● **SUPPLIED MATERIAL**:
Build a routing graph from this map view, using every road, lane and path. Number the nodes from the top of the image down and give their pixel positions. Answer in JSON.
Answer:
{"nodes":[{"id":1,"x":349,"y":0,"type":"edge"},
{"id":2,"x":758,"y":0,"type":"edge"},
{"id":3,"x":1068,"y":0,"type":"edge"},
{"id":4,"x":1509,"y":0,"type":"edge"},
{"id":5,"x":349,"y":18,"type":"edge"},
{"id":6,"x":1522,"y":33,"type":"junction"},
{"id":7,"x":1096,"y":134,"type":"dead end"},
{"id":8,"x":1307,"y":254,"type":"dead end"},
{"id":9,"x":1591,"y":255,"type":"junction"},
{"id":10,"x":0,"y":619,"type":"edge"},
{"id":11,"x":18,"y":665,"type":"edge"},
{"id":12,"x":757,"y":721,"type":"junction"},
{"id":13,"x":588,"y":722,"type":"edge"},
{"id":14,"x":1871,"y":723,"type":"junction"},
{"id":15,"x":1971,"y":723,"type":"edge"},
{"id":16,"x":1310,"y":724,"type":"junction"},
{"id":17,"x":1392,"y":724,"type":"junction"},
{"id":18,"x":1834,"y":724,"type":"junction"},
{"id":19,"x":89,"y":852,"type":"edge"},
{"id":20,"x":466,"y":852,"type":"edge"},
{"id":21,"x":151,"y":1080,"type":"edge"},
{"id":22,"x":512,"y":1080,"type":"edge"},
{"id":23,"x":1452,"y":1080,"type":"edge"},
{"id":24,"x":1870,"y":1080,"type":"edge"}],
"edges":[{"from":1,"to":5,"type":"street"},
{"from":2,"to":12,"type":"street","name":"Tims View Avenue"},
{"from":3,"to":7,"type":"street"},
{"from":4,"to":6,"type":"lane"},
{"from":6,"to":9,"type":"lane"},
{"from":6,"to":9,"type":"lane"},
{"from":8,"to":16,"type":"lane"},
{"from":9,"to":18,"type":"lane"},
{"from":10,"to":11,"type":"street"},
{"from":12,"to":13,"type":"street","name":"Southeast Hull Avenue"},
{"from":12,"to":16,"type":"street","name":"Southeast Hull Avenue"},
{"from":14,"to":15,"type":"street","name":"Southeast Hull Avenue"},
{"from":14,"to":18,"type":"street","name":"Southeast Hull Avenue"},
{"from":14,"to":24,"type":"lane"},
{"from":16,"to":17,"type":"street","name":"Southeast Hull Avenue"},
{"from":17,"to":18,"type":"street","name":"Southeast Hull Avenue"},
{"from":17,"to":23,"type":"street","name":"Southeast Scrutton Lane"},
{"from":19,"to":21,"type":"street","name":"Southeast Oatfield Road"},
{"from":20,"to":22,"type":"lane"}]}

● **ABOUT THIS EXERCISE**:
A single number is required: how many lines in the material hold the word "Hull".

● **TASK OUTPUT**:
6